> ACTION ITEM: Transcribe the entries exactly. Omit the pictures.

[Dataset entries]
╭──

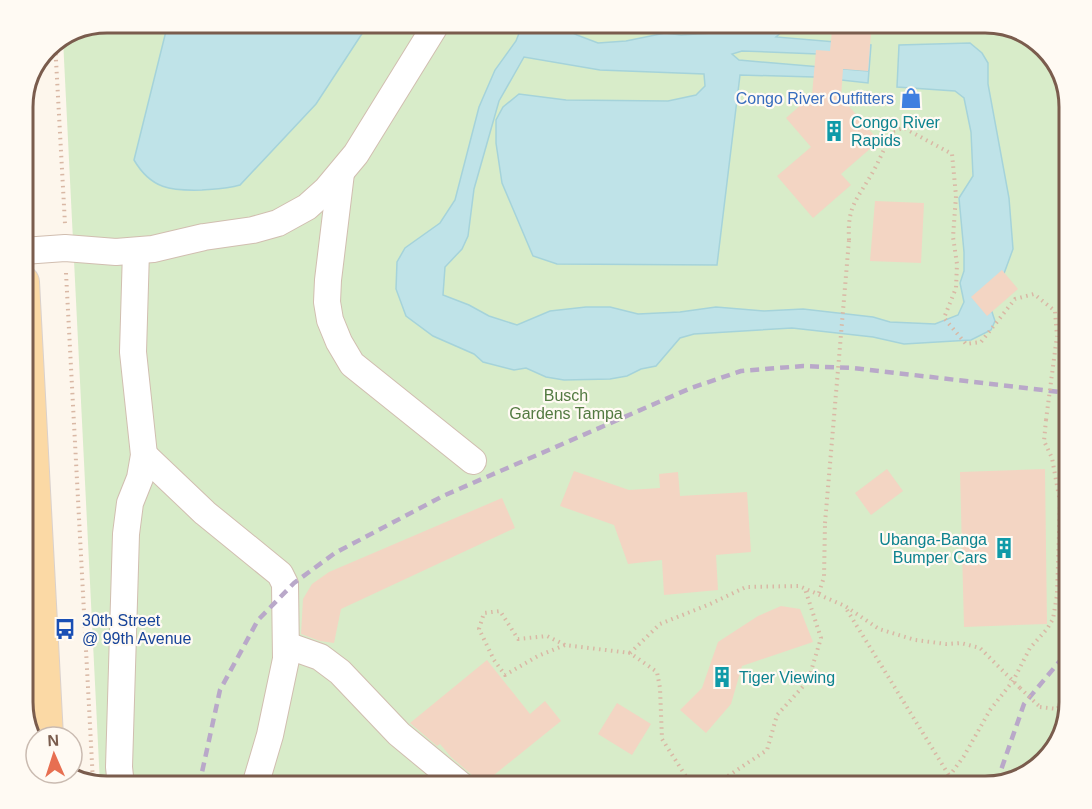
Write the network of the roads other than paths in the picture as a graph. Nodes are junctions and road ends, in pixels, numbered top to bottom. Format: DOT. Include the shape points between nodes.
graph roads {
  1 [pos="430,33"];
  2 [pos="341,173"];
  3 [pos="33,250"];
  4 [pos="136,251"];
  5 [pos="144,455"];
  6 [pos="473,461"];
  7 [pos="33,583"];
  8 [pos="285,645"];
  9 [pos="45,725"];
  10 [pos="120,776"];
  11 [pos="258,776"];
  12 [pos="450,776"];
  1 -- 2 [label="lane"];
  2 -- 4 [label="lane" via="307,207 278,223"];
  2 -- 6 [label="lane" via="327,302 339,342 352,364"];
  3 -- 4 [label="lane"];
  4 -- 5 [label="lane" via="133,352"];
  5 -- 8 [label="lane" via="205,513 280,574 285,584"];
  5 -- 10 [label="lane" via="126,534"];
  7 -- 9 [label="main road"];
  8 -- 11 [label="lane" via="286,659"];
  8 -- 12 [label="lane" via="320,657 340,672 399,734"];
}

╰──

> ANSWER SPACE:
Write the network of the roads other than paths in the picture as a graph. Nodes are junctions and road ends, in pixels, numbered top to bottom. Format: DOT. Include the shape points between nodes.
graph roads {
  1 [pos="430,33"];
  2 [pos="341,173"];
  3 [pos="33,250"];
  4 [pos="136,251"];
  5 [pos="144,455"];
  6 [pos="473,461"];
  7 [pos="33,583"];
  8 [pos="285,645"];
  9 [pos="45,725"];
  10 [pos="120,776"];
  11 [pos="258,776"];
  12 [pos="450,776"];
  1 -- 2 [label="lane"];
  2 -- 4 [label="lane" via="307,207 278,223"];
  2 -- 6 [label="lane" via="327,302 339,342 352,364"];
  3 -- 4 [label="lane"];
  4 -- 5 [label="lane" via="133,352"];
  5 -- 8 [label="lane" via="205,513 280,574 285,584"];
  5 -- 10 [label="lane" via="126,534"];
  7 -- 9 [label="main road"];
  8 -- 11 [label="lane" via="286,659"];
  8 -- 12 [label="lane" via="320,657 340,672 399,734"];
}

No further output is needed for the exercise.